A 25-year-old patient with a group A streptococcal pharyngitis does not want to take the antibiotics prescribed. What should the nurse tell the patient to encourage the patient to take the medications and avoid complications of the infection? A. "The complications of this infection will affect the skin, hair, and balance." B. "You will not feel well if you do not take the medicine and get over this infection." C. "Without treatment, you could get rheumatic fever, which can lead to rheumatic heart disease." D. "You may not want to take the antibiotics for this infection, but you will be sorry if you do not."

C. "Without treatment, you could get rheumatic fever, which can lead to rheumatic heart disease." Rheumatic fever (RF) is not common because of effective use of antibiotics to treat streptococcal infections. Without treatment, RF can occur and lead to rheumatic heart disease, especially in young adults. The complications do not include hair or balance. Saying that the patient will not feel well or that the patient will be sorry if the antibiotics are not taken is threatening to the patient and inappropriate for the nurse to say.
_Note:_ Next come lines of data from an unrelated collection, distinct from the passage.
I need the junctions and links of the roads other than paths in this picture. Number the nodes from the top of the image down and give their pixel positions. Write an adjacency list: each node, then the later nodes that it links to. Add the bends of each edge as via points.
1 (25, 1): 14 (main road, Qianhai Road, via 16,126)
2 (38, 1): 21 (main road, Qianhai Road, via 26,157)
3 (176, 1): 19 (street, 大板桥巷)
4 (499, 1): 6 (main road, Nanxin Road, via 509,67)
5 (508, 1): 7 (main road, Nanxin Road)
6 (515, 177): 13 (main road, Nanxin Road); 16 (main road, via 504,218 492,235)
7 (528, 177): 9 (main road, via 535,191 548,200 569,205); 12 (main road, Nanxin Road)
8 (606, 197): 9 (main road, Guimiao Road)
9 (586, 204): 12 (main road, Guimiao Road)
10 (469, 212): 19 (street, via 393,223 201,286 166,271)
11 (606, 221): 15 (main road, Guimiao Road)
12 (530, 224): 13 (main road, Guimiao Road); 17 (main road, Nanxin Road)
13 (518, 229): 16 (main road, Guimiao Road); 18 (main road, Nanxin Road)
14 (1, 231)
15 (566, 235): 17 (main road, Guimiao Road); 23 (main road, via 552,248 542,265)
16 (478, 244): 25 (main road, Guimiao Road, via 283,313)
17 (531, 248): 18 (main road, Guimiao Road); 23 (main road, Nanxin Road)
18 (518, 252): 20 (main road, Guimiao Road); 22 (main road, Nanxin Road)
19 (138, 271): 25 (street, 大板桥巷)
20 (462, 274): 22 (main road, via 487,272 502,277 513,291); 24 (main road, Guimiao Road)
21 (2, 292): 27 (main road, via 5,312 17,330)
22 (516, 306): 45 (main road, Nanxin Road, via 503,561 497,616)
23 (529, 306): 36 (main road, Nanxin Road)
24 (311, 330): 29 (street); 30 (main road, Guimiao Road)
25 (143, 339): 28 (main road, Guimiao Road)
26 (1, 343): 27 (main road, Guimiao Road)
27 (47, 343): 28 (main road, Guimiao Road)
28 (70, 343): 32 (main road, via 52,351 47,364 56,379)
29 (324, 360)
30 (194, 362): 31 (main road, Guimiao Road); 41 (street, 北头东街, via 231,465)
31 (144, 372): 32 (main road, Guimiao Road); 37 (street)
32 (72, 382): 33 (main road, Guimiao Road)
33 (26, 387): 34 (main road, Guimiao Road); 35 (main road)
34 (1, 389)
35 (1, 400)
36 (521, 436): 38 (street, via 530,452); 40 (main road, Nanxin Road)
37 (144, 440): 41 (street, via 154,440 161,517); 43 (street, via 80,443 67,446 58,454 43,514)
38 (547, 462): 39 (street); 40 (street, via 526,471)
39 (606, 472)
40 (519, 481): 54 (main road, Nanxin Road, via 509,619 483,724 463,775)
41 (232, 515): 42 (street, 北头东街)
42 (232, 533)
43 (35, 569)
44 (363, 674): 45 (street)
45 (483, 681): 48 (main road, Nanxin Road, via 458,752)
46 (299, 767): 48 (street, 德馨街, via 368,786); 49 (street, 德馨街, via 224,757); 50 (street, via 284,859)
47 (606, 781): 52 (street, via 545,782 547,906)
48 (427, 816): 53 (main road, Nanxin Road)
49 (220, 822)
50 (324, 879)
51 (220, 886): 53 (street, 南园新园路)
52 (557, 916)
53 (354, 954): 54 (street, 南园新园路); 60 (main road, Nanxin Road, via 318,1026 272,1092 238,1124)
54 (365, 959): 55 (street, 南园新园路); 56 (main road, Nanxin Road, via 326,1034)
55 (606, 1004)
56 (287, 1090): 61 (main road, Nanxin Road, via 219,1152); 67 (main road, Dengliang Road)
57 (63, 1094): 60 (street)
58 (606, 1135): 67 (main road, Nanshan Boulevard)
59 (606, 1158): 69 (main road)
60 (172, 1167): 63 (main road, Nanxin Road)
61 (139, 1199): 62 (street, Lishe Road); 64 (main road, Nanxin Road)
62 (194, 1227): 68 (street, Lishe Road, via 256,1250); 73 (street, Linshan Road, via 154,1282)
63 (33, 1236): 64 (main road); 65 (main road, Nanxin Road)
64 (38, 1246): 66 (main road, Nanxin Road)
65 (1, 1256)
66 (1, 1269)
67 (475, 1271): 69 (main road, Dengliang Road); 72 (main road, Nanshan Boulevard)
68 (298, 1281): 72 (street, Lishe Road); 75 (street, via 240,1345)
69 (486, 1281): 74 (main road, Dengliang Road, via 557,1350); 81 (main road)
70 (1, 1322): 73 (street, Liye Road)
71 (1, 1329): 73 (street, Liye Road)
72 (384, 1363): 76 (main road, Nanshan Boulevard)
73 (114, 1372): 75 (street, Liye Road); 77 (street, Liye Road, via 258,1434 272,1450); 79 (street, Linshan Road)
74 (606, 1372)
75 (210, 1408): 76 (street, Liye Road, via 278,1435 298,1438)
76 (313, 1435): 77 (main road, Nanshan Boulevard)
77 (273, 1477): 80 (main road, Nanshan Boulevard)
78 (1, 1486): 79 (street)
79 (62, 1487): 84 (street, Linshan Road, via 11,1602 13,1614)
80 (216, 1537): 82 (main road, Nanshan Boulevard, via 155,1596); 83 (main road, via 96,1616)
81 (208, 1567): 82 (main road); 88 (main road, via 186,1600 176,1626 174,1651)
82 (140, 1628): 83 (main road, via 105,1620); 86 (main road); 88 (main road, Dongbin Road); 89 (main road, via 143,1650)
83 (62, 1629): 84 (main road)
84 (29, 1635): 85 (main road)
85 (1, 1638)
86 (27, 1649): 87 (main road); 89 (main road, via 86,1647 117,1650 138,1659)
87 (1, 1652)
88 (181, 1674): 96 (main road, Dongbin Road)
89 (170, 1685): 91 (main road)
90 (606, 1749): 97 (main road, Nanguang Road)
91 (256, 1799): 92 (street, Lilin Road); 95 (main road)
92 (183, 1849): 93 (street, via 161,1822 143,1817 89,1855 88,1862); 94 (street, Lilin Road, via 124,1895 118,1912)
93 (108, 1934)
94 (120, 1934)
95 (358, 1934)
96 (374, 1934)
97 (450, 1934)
A 72-year-old man with a history of aortic stenosis is admitted to the emergency department. He reports severe left-sided chest pressure radiating to the jaw. Which medication, if ordered by the health care provider, should the nurse question? A. Aspirin B. Oxygen C. Nitroglycerin D. Morphine sulfate

C. Nitroglycerin Aspirin, oxygen, nitroglycerin, and morphine sulfate are all commonly used to treat acute chest pain suspected to be caused by myocardial ischemia. However, nitroglycerin should be used cautiously or avoided in patients with aortic stenosis as a significant reduction in blood pressure may occur. Chest pain can worsen because of a drop in blood pressure.

What nursing action should the nurse prioritize during the care of a patient who has recently recovered from rheumatic fever? A. Teach the patient how to manage his or her physical activity. B. Teach the patient about the need for ongoing anticoagulation. C. Teach the patient about the need for continuous antibiotic prophylaxis. D. Teach the patient about the need to maintain standard infection control procedures.
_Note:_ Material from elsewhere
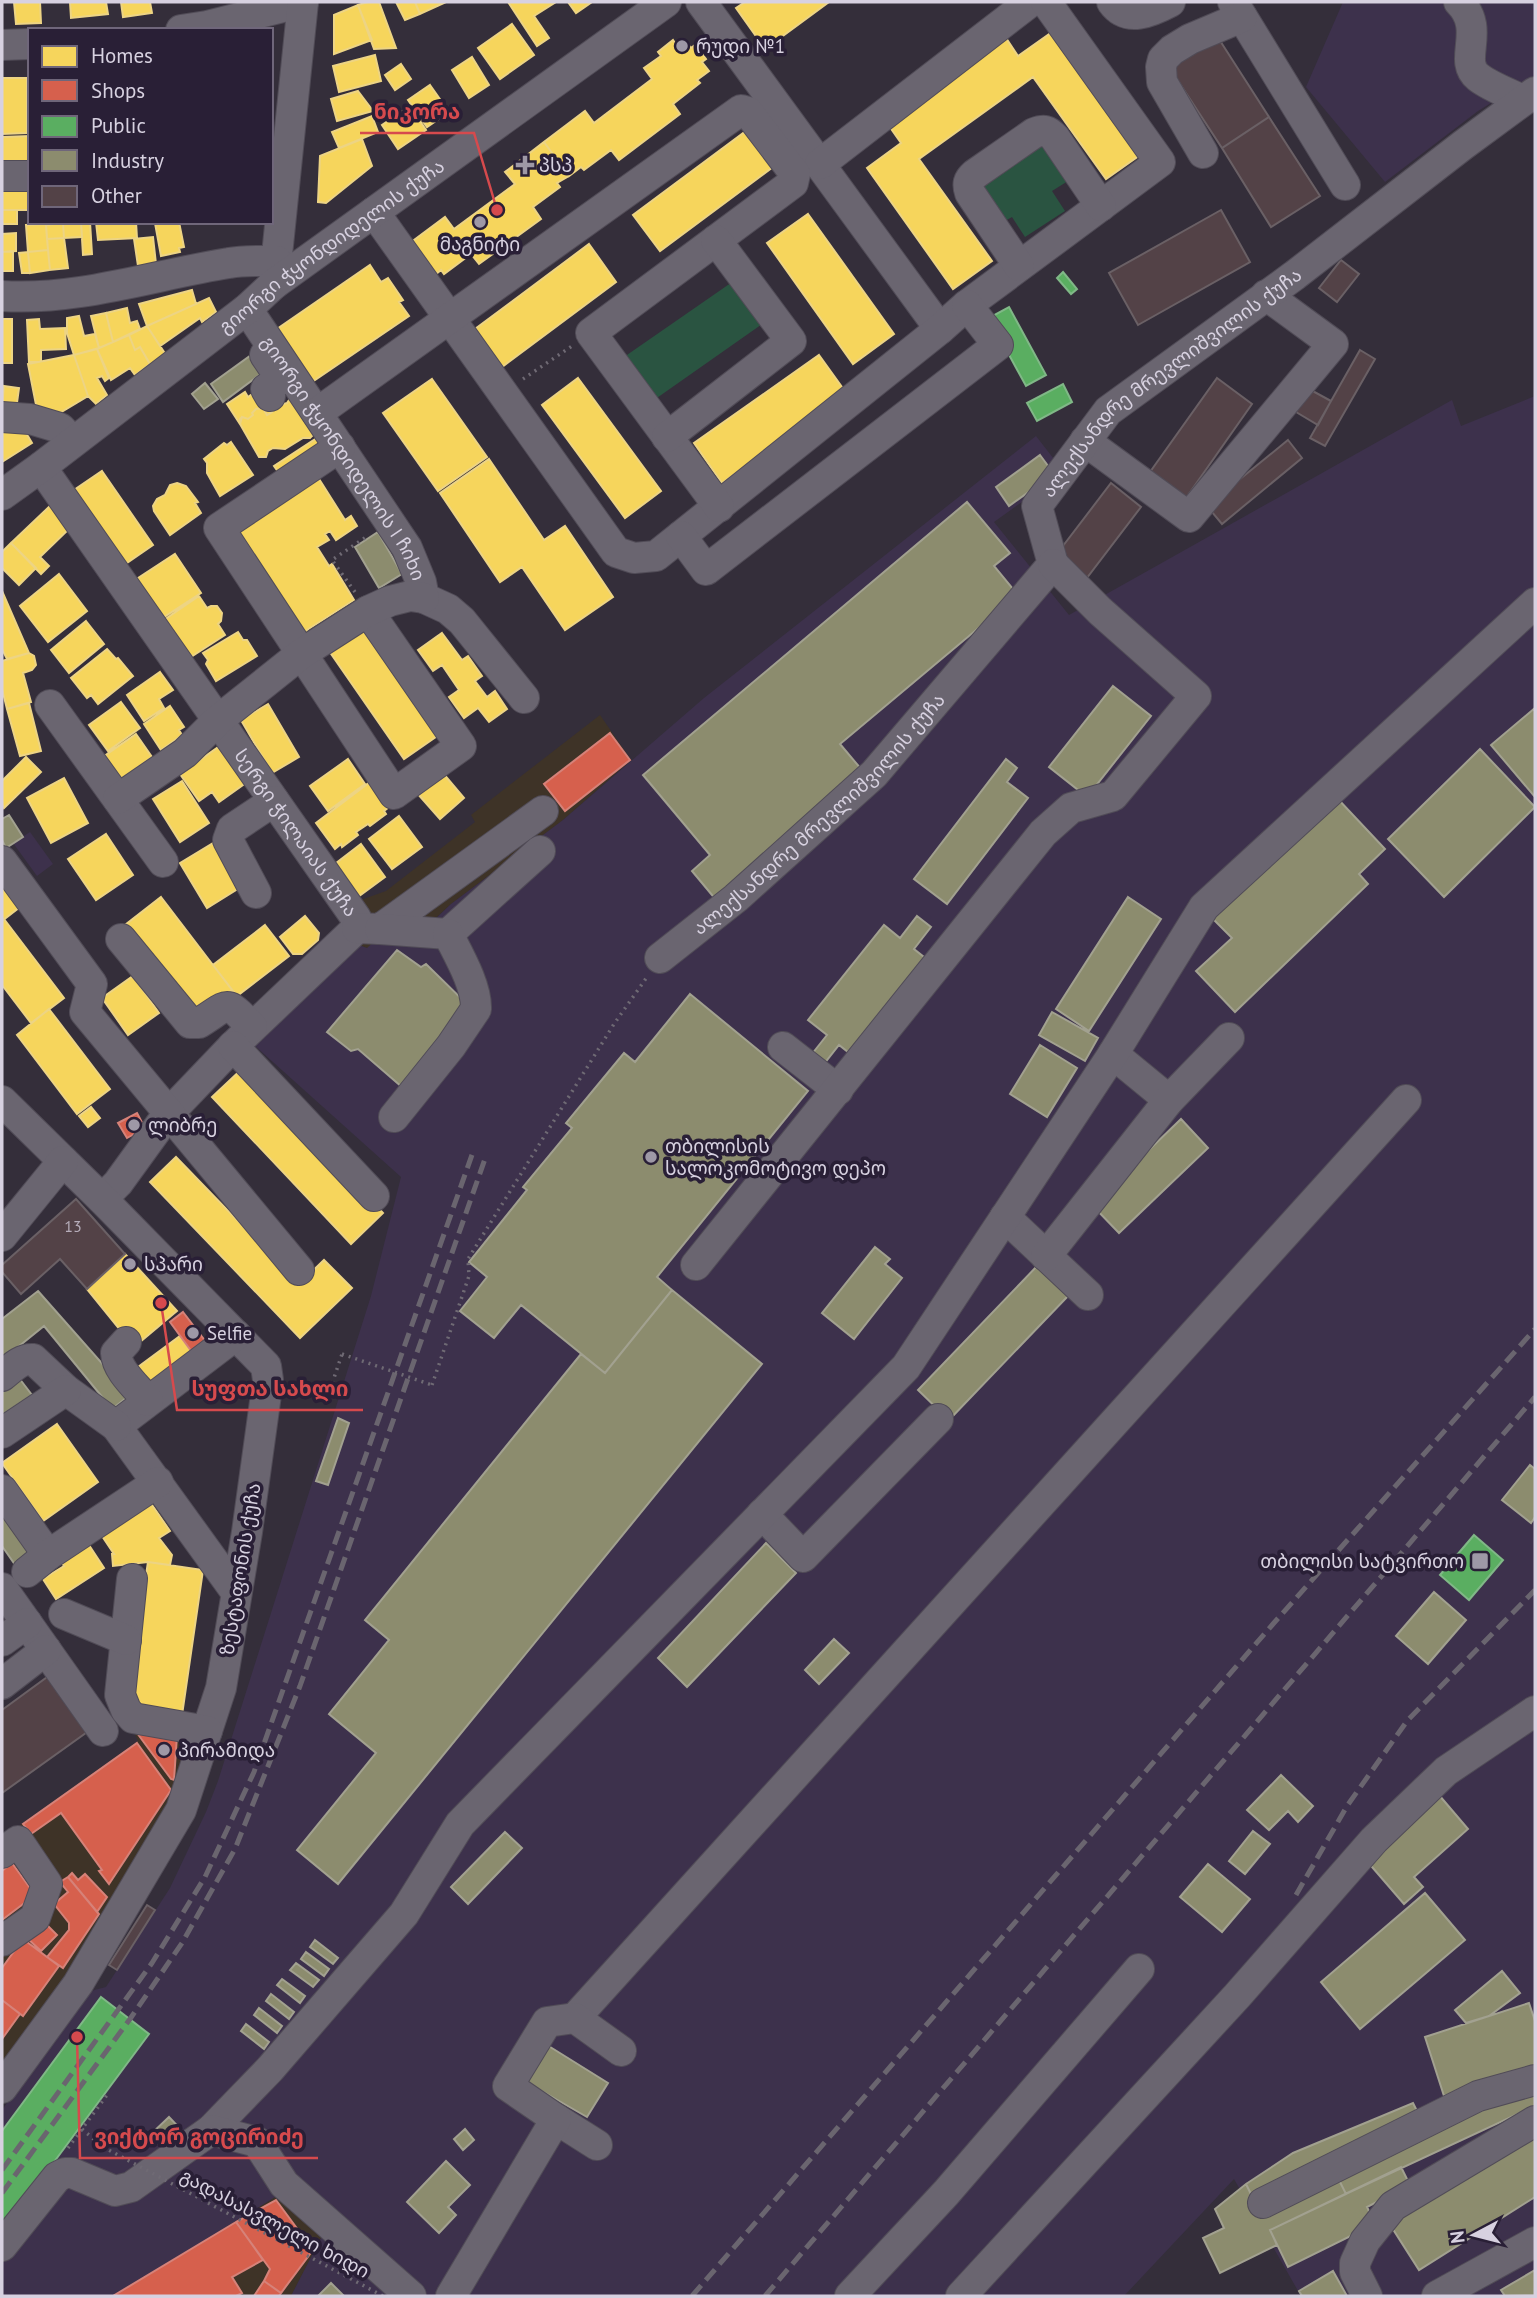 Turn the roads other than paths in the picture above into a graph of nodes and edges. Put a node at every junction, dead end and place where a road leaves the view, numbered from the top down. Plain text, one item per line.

C. Teach the patient about the need for continuous antibiotic prophylaxis. Patients with a history of rheumatic fever frequently require ongoing antibiotic prophylaxis, an intervention that necessitates education. This consideration is more important than activity management in preventing recurrence. Anticoagulation is not indicated in this patient population. Standard precautions are indicated for all patients.
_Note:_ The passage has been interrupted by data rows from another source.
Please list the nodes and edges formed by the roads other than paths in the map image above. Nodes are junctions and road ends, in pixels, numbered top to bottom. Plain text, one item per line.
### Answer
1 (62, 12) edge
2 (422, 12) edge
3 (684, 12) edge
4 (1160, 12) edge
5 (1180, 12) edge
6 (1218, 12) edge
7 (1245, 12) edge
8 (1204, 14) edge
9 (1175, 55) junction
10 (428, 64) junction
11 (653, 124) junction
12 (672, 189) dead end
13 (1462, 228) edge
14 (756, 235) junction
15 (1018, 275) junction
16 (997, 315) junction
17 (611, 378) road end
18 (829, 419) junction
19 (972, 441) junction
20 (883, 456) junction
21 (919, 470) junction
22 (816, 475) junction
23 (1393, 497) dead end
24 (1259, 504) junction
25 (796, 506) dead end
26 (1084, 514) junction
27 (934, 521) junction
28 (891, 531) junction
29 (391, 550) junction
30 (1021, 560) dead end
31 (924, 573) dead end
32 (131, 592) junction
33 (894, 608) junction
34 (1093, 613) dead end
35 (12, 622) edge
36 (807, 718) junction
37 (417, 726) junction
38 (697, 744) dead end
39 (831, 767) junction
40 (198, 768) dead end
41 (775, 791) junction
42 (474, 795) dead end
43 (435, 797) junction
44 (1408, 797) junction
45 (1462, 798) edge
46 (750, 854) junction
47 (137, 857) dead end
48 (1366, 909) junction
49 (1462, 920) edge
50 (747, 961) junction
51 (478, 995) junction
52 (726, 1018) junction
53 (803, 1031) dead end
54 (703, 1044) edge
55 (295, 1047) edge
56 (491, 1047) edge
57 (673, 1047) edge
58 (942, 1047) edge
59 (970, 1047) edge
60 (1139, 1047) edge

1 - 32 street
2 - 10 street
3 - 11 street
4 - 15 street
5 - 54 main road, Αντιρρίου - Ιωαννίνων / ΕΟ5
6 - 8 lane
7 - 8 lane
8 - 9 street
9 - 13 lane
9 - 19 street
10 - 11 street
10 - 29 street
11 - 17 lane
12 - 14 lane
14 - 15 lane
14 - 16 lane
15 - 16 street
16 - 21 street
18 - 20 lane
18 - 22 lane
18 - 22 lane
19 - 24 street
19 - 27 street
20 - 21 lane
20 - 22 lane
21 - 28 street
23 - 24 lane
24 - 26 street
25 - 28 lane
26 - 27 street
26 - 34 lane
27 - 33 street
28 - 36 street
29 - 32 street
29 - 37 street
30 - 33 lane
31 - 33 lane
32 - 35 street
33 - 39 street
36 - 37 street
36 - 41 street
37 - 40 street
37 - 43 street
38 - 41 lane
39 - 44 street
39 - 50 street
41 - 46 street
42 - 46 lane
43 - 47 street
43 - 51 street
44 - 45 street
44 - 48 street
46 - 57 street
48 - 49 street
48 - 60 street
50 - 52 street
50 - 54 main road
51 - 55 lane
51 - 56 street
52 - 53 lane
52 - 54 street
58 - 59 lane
A 55-year-old female patient develops acute pericarditis after a myocardial infarction. It is most important for the nurse to assess for which clinical manifestation of a possible complication? A. Presence of a pericardial friction rub B. Distant and muffled apical heart sounds C. Increased chest pain with deep breathing D. Decreased blood pressure with tachycardia

D. Decreased blood pressure with tachycardia Cardiac tamponade is a serious complication of acute pericarditis. Signs and symptoms indicating cardiac tamponade include narrowed pulse pressure, tachypnea, tachycardia, a decreased cardiac output, and decreased blood pressure. The other symptoms are consistent with acute pericarditis.

The patient with pericarditis is complaining of chest pain. After assessment, which intervention should the nurse expect to implement to provide pain relief? A. Corticosteroids B. Morphine sulfate C. Proton pump inhibitor D. Nonsteroidal antiinflammatory drugs

D. Nonsteroidal antiinflammatory drugs Nonsteroidal antiinflammatory drugs (NSAIDs) will control pain and inflammation. Corticosteroids are reserved for patients already taking corticosteroids for autoimmune conditions or those who do not respond to NSAIDs. Morphine is not necessary. Proton pump inhibitors are used to decrease stomach acid to avoid the risk of GI bleeding from the NSAIDs.

A patient with a dissection of the arch of the aorta has a decreased LOC and weak carotid pulses. What should thenurse anticipate that initial treatment of the patient will include? a. Immediate surgery to replace the torn area with a graft b. Administration of anticoagulants to prevent embolization c. Administration of packed red blood cells (RBCs) to replace blood loss d. Administration of antihypertensives to maintain a mean arterial pressure of 70 to 80 mm Hg

a. Although most initial treatment for aortic dissection involves a period of lowering the BP and myocardial contractility to diminish the pulsatile forces in the aorta, immediate surgery is indicated when complications (such as occlusion of the carotid arteries) occur. Anticoagulants would prolong and intensify the bleeding and blood is administered only if the dissection ruptures.

While admitting a patient with pericarditis, the nurse will assess for which of the following signs, symptoms, and complications of this disorder? a. Pulsus paradoxus b. Prolonged PR intervals c. Widened pulse pressure d. Clubbing of the fingers

a. Pulsus paradoxusRationale: Pericarditis can lead to cardiac tamponade, an emergency situation. Pulsus paradoxus >10 mm Hg is a sign of cardiac tamponade that should be assessed at least every 4 hours in a patient with pericarditis.

The nurse evaluates that treatment for the patient with an uncomplicated aortic dissection is successful when whathappens? a. Pain is relieved. b. Surgical repair is completed.c. BP is increased to normal range.d. Renal output is maintained at 30 mL/hr.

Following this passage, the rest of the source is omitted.